Ugh. Horikita apa dia tidak sadar? Jika seorang gadis yang positif dan ramah seperti itu meminta nomornya, akan baik baginya untuk membantuku keluar dan memberiku info kontaknya saat dia berada di sana. Aku mungkin bisa mengenal semua orang di kelas dalam waktu singkat.

“Bukankah kalian berdua berbicara di luar sekolah pada hari upacara masuk?” tanya Kushida. Mengingat kita semua naik bus bersama, tidak heran dia melihat pertemuanku dengan Horikita. “Aku hanya ingin tahu orang seperti apa dia. Apakah dia tipe yang banyak bicara ketika dia bersama seorang teman?”

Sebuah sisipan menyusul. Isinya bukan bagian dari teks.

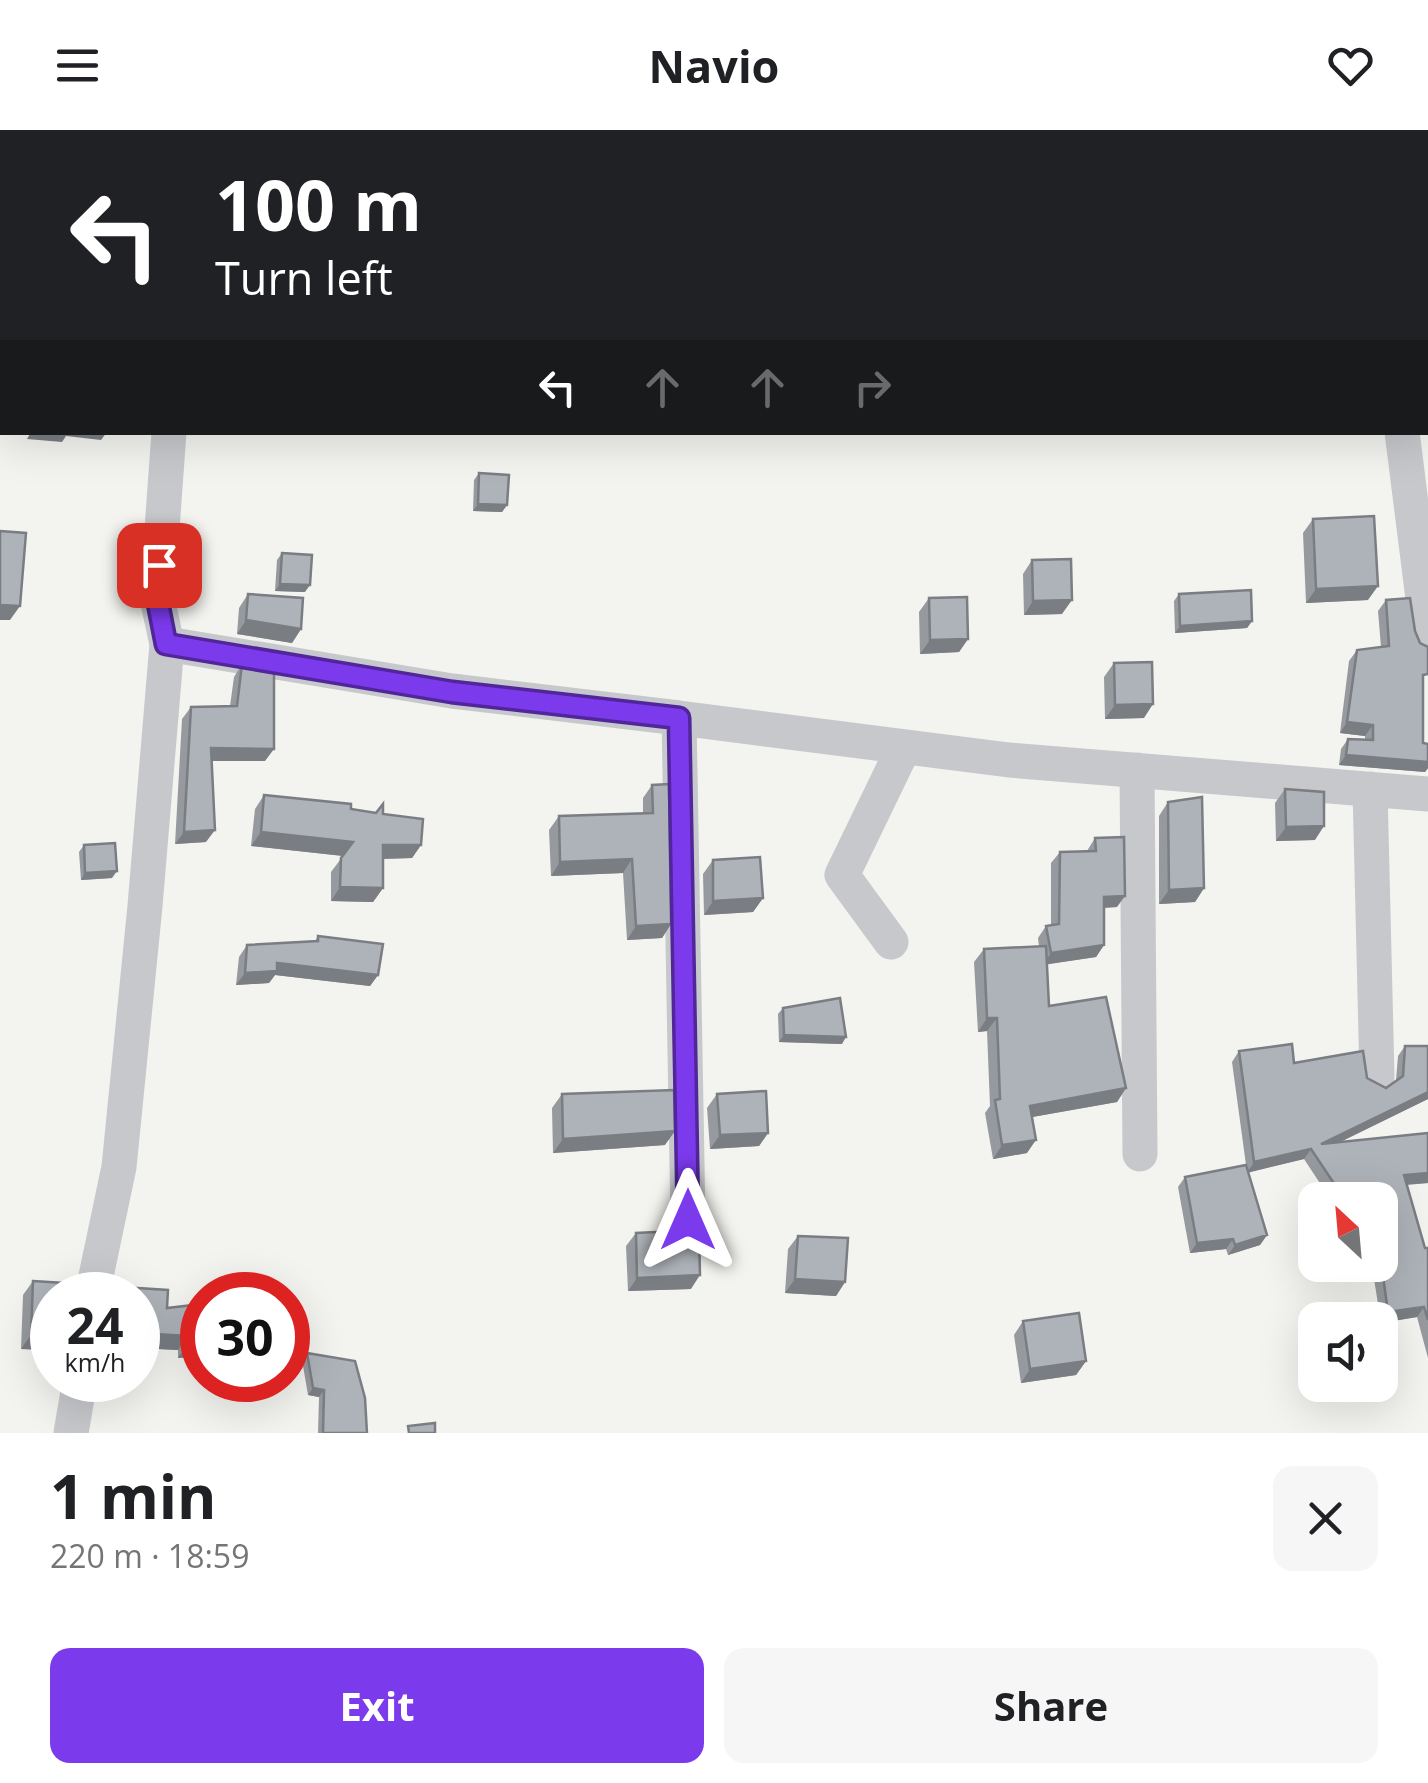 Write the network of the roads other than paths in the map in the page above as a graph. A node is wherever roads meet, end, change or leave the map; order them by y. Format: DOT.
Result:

Dia sepertinya menginginkan informasi tentang Horikita, tetapi aku tidak bisa memberikan jawaban padanya.

“Kupikir dia tidak pandai berinteraksi dengan orang lain. Kenapa kau bertanya tentang Horikita? ” tanyaku.

“Yah, selama perkenalan kami, Horikita-san berjalan keluar kelas, kan? Sepertinya dia belum berbicara dengan siapa pun, jadi aku sedikit khawatir padanya. ”

Kushida mengatakan bahwa dia ingin bergaul dengan semua orang ketika dia memperkenalkan dirinya.

“Aku mengerti apa yang kau katakan, tapi aku baru saja bertemu dengannya kemarin. Aku tidak bisa membantumu, ”alasanku.

“Hmm. Begitu ya. Kupikir kalian berdua teman lama sebelum masuk sekolah ini. Maaf telah mengajukan pertanyaan aneh seperti ini kepadamu. ”

“Oh, tidak, tidak apa-apa. Tapi, bagaimana kau tahu namaku? ”

“Bagaimana? Kau memperkenalkan dirimu tempo hari, bukan? Aku ingat.”

Kushida mendengarkan perkenalan diriku yang gagal dan tak berdaya. Entah bagaimana, itu membuatku benar-benar senang mendengarnya.

“Yah, senang bertemu denganmu lagi, Ayanokouji-kun,” katanya.

Meskipun aku sedikit bingung dengan tangannya yang terulur, aku menyeka telapak tanganku ke celana dan berjabat tangan dengannya. “Ya, senang bertemu denganmu,” jawabku.

Hari ini mungkin hari keberuntunganku. Meskipun ada beberapa hal buruk, ada juga beberapa hal yang berjalan dengan baik. Karena manusia adalah makhluk yang berpikir dengan baik, hal positif dapat dengan cepat melupakan kejadian buruk.